By the end of this lab you will

compare hypothesis tests and confidence intervals
explore a new package of your choice

Getting started

1. Download the lab template by pasting the code below in your console:

download.file("https://sta101.github.io/static/labs/lab_template.Rmd",
              destfile = "lab06.rmd")

2. Under the “Files” tab on the right hand side, click on lab06.rmd to open the lab template.

3. Add code chunks and ## Exercises as needed.

4. Complete the exercises below.

Warm up

Be sure to update the YAML at the top of the document to include your name and the date.

Packages

library(tidyverse)
library(tidymodels)

Data

Load the data:

pantheria = read_csv("https://sta101.github.io/static/labs/data/pantheria_subset.csv")

$The yellow bat (left) is an example of Vespertilionidae, aka 'microbats'. Soricidae aka 'shrews' (right). Images from wikipedia: [microbat](https://en.wikipedia.org/wiki/Scotophilus), [shrew](https://en.wikipedia.org/wiki/Shrew)$

The yellow bat (left) is an example of Vespertilionidae, aka ‘microbats’. Soricidae aka ‘shrews’ (right). Images from wikipedia: microbat, shrew

Today’s data is a subset of the PanTHERIA dataset on mammalian life history traits.
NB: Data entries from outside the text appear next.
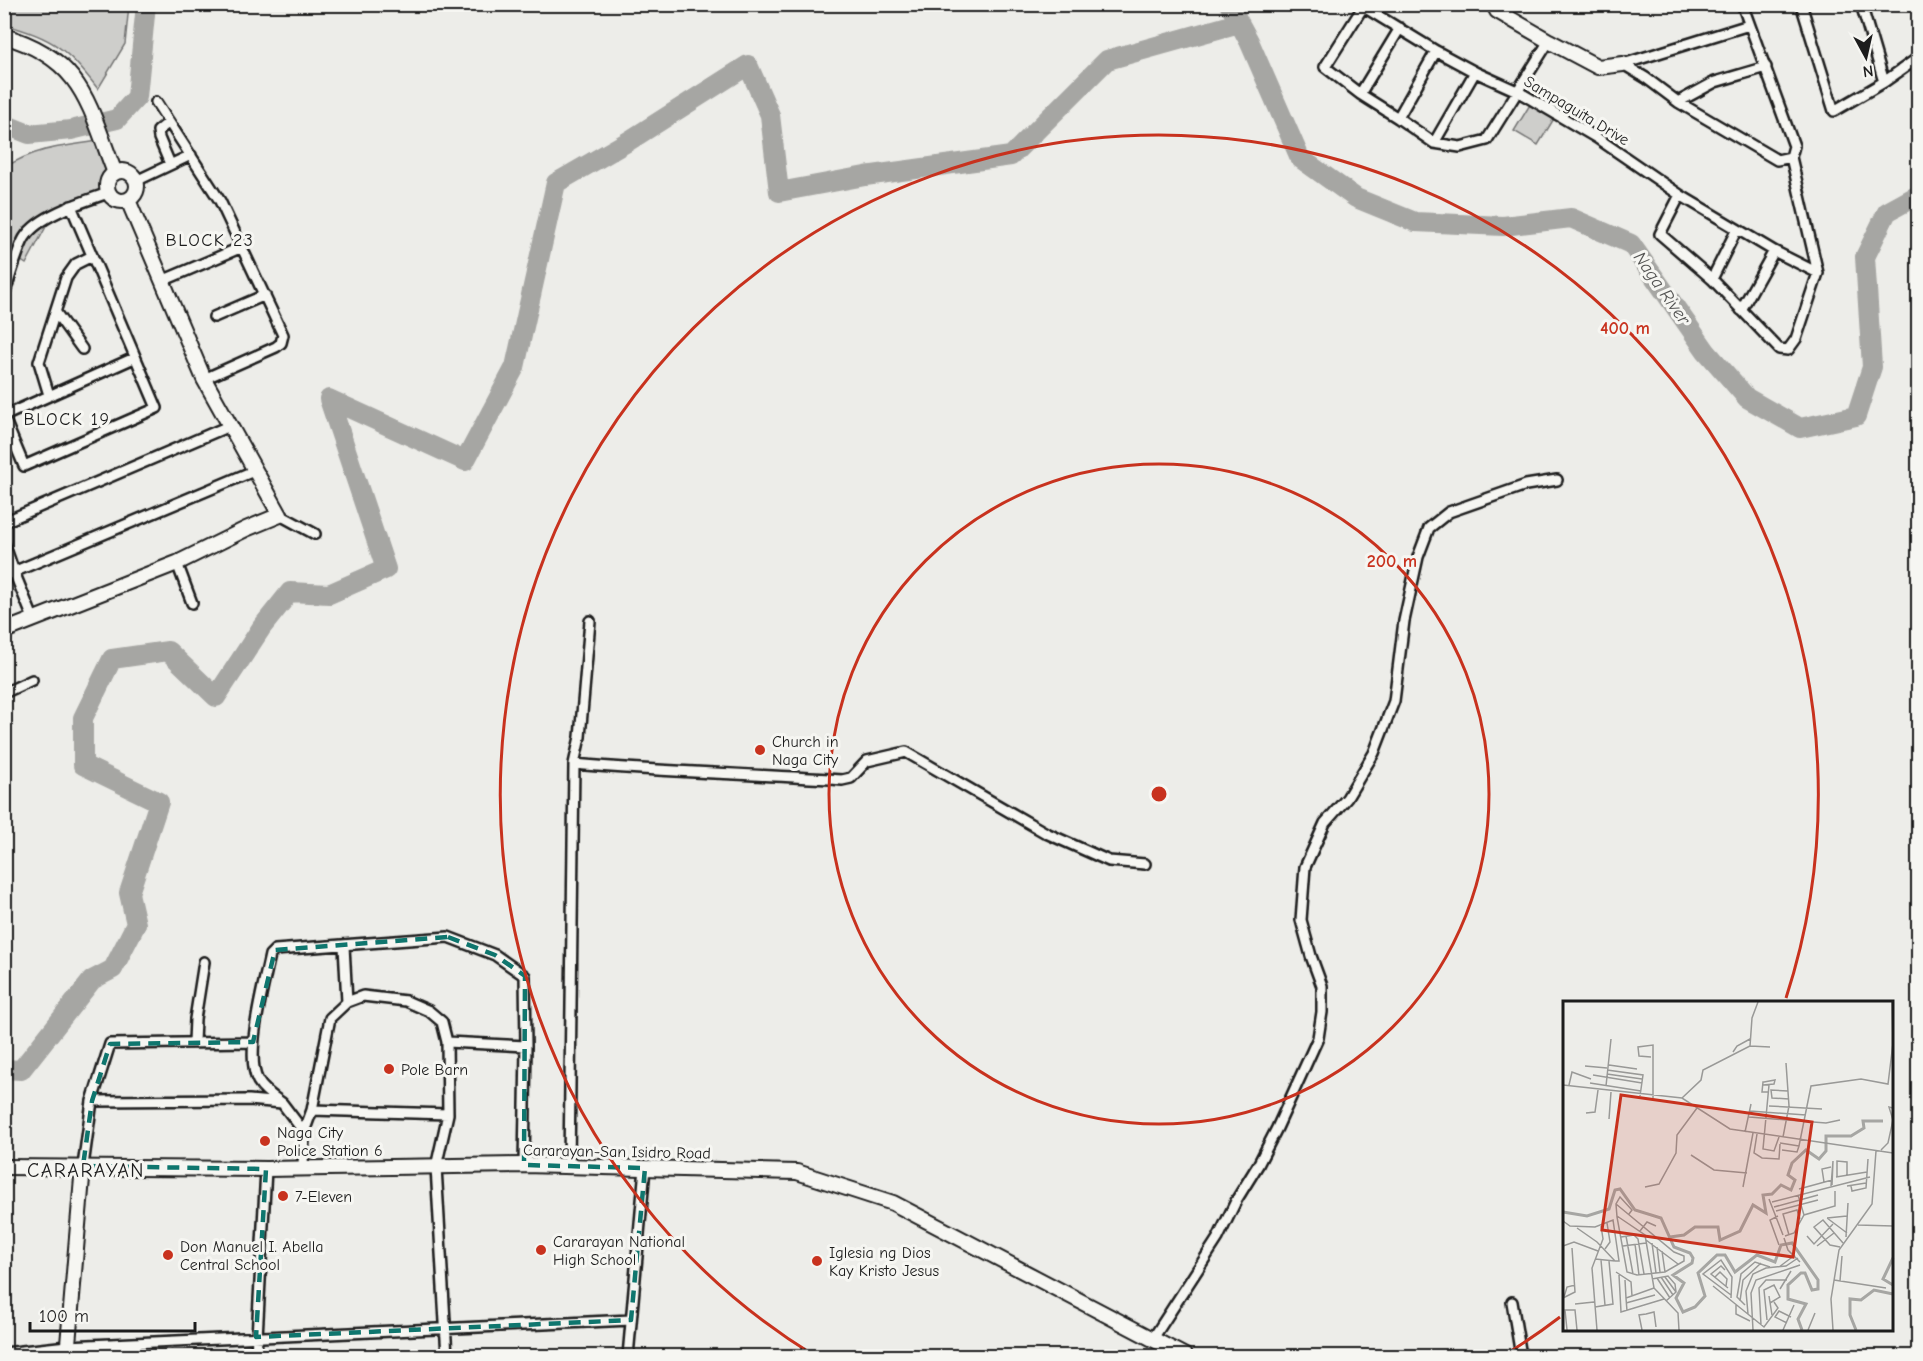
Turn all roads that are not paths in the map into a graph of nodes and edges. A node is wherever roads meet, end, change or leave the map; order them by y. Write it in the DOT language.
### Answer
graph roads {
  1 [pos="1494,4"];
  2 [pos="1742,4"];
  3 [pos="1801,4"];
  4 [pos="1861,4"];
  5 [pos="1361,6"];
  6 [pos="1749,25"];
  7 [pos="1400,28"];
  8 [pos="4,36"];
  9 [pos="1549,41"];
  10 [pos="1436,51"];
  11 [pos="1918,58"];
  12 [pos="1623,64"];
  13 [pos="1766,67"];
  14 [pos="1475,72"];
  15 [pos="1884,82"];
  16 [pos="1516,91"];
  17 [pos="1360,94"];
  18 [pos="156,102"];
  19 [pos="1678,102"];
  20 [pos="1398,118"];
  21 [pos="170,122"];
  22 [pos="1434,143"];
  23 [pos="191,155"];
  24 [pos="1791,157"];
  25 [pos="170,164"];
  26 [pos="115,173"];
  27 [pos="136,181"];
  28 [pos="108,193"];
  29 [pos="1680,195"];
  30 [pos="128,200"];
  31 [pos="72,206"];
  32 [pos="1737,229"];
  33 [pos="242,247"];
  34 [pos="1774,251"];
  35 [pos="92,256"];
  36 [pos="1818,273"];
  37 [pos="1712,279"];
  38 [pos="162,281"];
  39 [pos="4,295"];
  40 [pos="265,295"];
  41 [pos="1741,310"];
  42 [pos="56,313"];
  43 [pos="214,317"];
  44 [pos="82,349"];
  45 [pos="134,357"];
  46 [pos="204,379"];
  47 [pos="49,395"];
  48 [pos="4,417"];
  49 [pos="229,426"];
  50 [pos="256,470"];
  51 [pos="1557,480"];
  52 [pos="280,515"];
  53 [pos="4,522"];
  54 [pos="315,534"];
  55 [pos="4,543"];
  56 [pos="177,563"];
  57 [pos="14,572"];
  58 [pos="4,576"];
  59 [pos="192,603"];
  60 [pos="33,618"];
  61 [pos="590,621"];
  62 [pos="4,631"];
  63 [pos="32,680"];
  64 [pos="4,693"];
  65 [pos="574,764"];
  66 [pos="1145,864"];
  67 [pos="344,946"];
  68 [pos="204,962"];
  69 [pos="347,1002"];
  70 [pos="194,1042"];
  71 [pos="253,1042"];
  72 [pos="447,1042"];
  73 [pos="526,1046"];
  74 [pos="92,1101"];
  75 [pos="282,1103"];
  76 [pos="312,1110"];
  77 [pos="448,1114"];
  78 [pos="304,1132"];
  79 [pos="524,1165"];
  80 [pos="568,1165"];
  81 [pos="83,1166"];
  82 [pos="4,1167"];
  83 [pos="436,1167"];
  84 [pos="303,1168"];
  85 [pos="645,1168"];
  86 [pos="266,1169"];
  87 [pos="1512,1302"];
  88 [pos="631,1320"];
  89 [pos="446,1328"];
  90 [pos="256,1337"];
  91 [pos="1152,1340"];
  92 [pos="67,1351"];
  93 [pos="4,1353"];
  94 [pos="256,1356"];
  95 [pos="447,1356"];
  96 [pos="628,1356"];
  97 [pos="1185,1356"];
  98 [pos="1521,1356"];
  1 -- 9 [label="street"];
  2 -- 6 [label="street"];
  3 -- 15 [label="street"];
  4 -- 15 [label="street"];
  5 -- 7 [label="street, Sampaguita Drive"];
  5 -- 17 [label="street"];
  6 -- 12 [label="street"];
  6 -- 13 [label="street"];
  7 -- 10 [label="street, Sampaguita Drive"];
  7 -- 17 [label="street"];
  8 -- 26 [label="street"];
  9 -- 12 [label="street"];
  9 -- 16 [label="street"];
  10 -- 14 [label="street, Sampaguita Drive"];
  10 -- 20 [label="street"];
  11 -- 15 [label="street"];
  12 -- 19 [label="street"];
  13 -- 19 [label="street"];
  13 -- 24 [label="street"];
  14 -- 16 [label="street, Sampaguita Drive"];
  14 -- 22 [label="street"];
  16 -- 22 [label="street"];
  16 -- 29 [label="street, Sampaguita Drive"];
  17 -- 20 [label="street"];
  18 -- 21 [label="street"];
  19 -- 24 [label="street"];
  20 -- 22 [label="street"];
  21 -- 23 [label="street"];
  21 -- 25 [label="street"];
  23 -- 25 [label="street"];
  23 -- 33 [label="street"];
  24 -- 36 [label="street"];
  25 -- 27 [label="street"];
  26 -- 27 [label="street"];
  26 -- 28 [label="street"];
  27 -- 30 [label="street"];
  28 -- 30 [label="street"];
  28 -- 31 [label="street"];
  29 -- 32 [label="street, Sampaguita Drive"];
  29 -- 37 [label="street"];
  30 -- 38 [label="street"];
  31 -- 35 [label="street"];
  31 -- 39 [label="street"];
  32 -- 34 [label="street, Sampaguita Drive"];
  32 -- 37 [label="street"];
  33 -- 38 [label="street"];
  33 -- 40 [label="street"];
  34 -- 36 [label="street, Sampaguita Drive"];
  34 -- 41 [label="street"];
  35 -- 42 [label="street"];
  35 -- 45 [label="street"];
  36 -- 41 [label="street"];
  37 -- 41 [label="street"];
  38 -- 46 [label="street"];
  40 -- 43 [label="street"];
  40 -- 46 [label="street"];
  42 -- 44 [label="street"];
  42 -- 47 [label="street"];
  45 -- 47 [label="street"];
  45 -- 48 [label="street"];
  46 -- 49 [label="street"];
  47 -- 48 [label="street"];
  49 -- 50 [label="street"];
  49 -- 53 [label="street"];
  50 -- 52 [label="street"];
  50 -- 57 [label="street"];
  51 -- 91 [label="street"];
  52 -- 54 [label="street"];
  52 -- 56 [label="street"];
  55 -- 57 [label="street"];
  56 -- 59 [label="street"];
  56 -- 60 [label="street"];
  57 -- 58 [label="street"];
  57 -- 60 [label="street"];
  60 -- 62 [label="street"];
  61 -- 65 [label="street"];
  63 -- 64 [label="street"];
  65 -- 66 [label="street"];
  65 -- 80 [label="street"];
  67 -- 69 [label="street"];
  67 -- 71 [label="street"];
  67 -- 73 [label="street"];
  68 -- 70 [label="street"];
  69 -- 72 [label="street"];
  69 -- 76 [label="street"];
  70 -- 71 [label="street"];
  70 -- 74 [label="street"];
  71 -- 75 [label="street"];
  72 -- 73 [label="street"];
  72 -- 77 [label="street"];
  73 -- 79 [label="street"];
  74 -- 75 [label="street"];
  74 -- 81 [label="street"];
  75 -- 78 [label="street"];
  76 -- 77 [label="street"];
  76 -- 78 [label="street"];
  77 -- 83 [label="street"];
  78 -- 84 [label="street"];
  79 -- 80 [label="street, Cararayan-San Isidro Road"];
  79 -- 83 [label="street, Cararayan-San Isidro Road"];
  80 -- 85 [label="street, Cararayan-San Isidro Road"];
  81 -- 82 [label="street, Cararayan-San Isidro Road"];
  81 -- 86 [label="street, Cararayan-San Isidro Road"];
  81 -- 92 [label="street"];
  83 -- 84 [label="street, Cararayan-San Isidro Road"];
  83 -- 89 [label="street"];
  84 -- 86 [label="street, Cararayan-San Isidro Road"];
  85 -- 88 [label="street"];
  85 -- 91 [label="street, Cararayan-San Isidro Road"];
  86 -- 90 [label="street"];
  87 -- 98 [label="street"];
  88 -- 89 [label="street"];
  88 -- 96 [label="street"];
  89 -- 90 [label="street"];
  89 -- 95 [label="street"];
  90 -- 92 [label="street"];
  90 -- 94 [label="street"];
  91 -- 97 [label="street, Cararayan-San Isidro Road"];
  92 -- 93 [label="street"];
}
Jones, Kate E., et al. “PanTHERIA: a species‐level database of life history, ecology, and geography of extant and recently extinct mammals: Ecological Archives E090‐184.” Ecology 90.9 (2009): 2648-2648

Data dictionary:

family: what family the species belongs to
species: species observation
abm_g: average adult body mass in grams observed for a given species

Exercises

Written response

You are interested in the average difference in body mass between shrews (Soricidae) and microbats (Vespertilionidae); see the images above. You decide to conduct a hypothesis test: $H_0: \mu_{\text{soricidae}} - \mu_{\text{vespertilionidae}} = 0$ and $H_A: \mu_{\text{soricidae}} - \mu_{\text{vespertilionidae}} \neq 0$ and draw a conclusion based on an $\alpha = 0.01$. What is the probability of rejecting the null if it’s actually true? What type of error is this (type 1 or type 2)?
In your own words, describe the differences and similarities between performing a hypothesis test and constructing a confidence interval.
What does it mean to “simulate under the null”? When and why do we do it?

Practice in `R`

Before beginning our data analysis, let’s clean the data. Values of -999 should in fact be NA. To convert these to NA, use the code chunk below as a template, replacing the question mark with the appropriate value.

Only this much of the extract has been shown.